CVE-2025-7726: 
WordPress vulnerability analysis and mitigation

The The7 WordPress theme contains a Stored Cross-Site Scripting (XSS) vulnerability (CVE-2025-7726) discovered in its lightbox rendering code affecting all versions up to and including 12.6.0. The vulnerability was disclosed on August 9, 2025, and stems from insufficient input sanitization and output escaping in the theme's JavaScript functionality (NVD).
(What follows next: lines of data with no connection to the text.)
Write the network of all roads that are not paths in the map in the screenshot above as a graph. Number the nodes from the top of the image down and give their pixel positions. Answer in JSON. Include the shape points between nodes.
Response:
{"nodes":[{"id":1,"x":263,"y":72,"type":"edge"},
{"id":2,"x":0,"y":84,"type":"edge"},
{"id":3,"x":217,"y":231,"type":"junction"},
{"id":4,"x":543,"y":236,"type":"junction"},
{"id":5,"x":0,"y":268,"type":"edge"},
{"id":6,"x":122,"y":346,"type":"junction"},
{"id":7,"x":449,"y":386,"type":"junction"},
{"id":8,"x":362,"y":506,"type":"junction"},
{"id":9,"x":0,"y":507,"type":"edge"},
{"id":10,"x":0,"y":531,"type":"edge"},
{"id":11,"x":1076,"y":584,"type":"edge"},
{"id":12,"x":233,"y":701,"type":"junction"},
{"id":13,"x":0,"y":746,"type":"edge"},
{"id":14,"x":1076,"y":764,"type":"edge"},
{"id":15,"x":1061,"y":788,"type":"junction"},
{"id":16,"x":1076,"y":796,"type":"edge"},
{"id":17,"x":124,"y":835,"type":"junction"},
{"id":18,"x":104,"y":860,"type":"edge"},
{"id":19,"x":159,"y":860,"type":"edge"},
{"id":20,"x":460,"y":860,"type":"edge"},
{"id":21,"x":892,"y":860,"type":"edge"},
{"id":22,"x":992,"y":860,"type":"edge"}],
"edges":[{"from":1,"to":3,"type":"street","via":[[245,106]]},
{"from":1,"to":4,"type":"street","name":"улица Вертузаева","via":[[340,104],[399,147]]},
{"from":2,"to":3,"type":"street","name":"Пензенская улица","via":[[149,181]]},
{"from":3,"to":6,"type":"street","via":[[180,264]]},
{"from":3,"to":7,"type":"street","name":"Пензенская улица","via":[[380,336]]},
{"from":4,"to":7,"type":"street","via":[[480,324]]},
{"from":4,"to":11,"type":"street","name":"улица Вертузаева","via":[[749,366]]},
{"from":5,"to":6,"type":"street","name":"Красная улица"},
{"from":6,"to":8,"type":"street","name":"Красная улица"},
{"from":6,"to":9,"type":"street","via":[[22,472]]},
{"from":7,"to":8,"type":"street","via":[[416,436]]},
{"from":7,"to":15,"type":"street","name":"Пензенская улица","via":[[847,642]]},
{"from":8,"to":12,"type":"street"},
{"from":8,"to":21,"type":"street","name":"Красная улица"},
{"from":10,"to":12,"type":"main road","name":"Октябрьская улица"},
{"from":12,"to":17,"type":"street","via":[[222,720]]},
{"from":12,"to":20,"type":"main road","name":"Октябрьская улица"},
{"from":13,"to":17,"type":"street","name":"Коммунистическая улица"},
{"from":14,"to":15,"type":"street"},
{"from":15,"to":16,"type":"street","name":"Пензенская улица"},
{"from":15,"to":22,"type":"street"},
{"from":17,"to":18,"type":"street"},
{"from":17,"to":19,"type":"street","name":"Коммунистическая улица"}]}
The vulnerability exists in the theme's JavaScript code where user-supplied 'title' and 'data-dt-img-description' attributes are directly read via jQuery.attr() and concatenated into HTML strings. These strings are then inserted into the DOM using methods like jQuery.html() without proper escaping or filtering. The vulnerability has been assigned a CVSS v3.1 score of 6.4 (Medium) with the vector string CVSS:3.1/AV:N/AC:L/PR:L/UI:N/S:C/C:L/I:L/A:N (NVD).

This vulnerability allows authenticated attackers with Contributor-level access or higher to inject arbitrary web scripts into pages. When users access an affected page, the injected scripts will execute in their browsers, potentially leading to unauthorized actions, data theft, or other malicious activities (NVD).

According to the changelog, this vulnerability was addressed in version 12.7.1 released on August 8, 2025. Users are advised to update their installations of The7 theme to version 12.7.1 or later to protect against this vulnerability (The7 Changelog).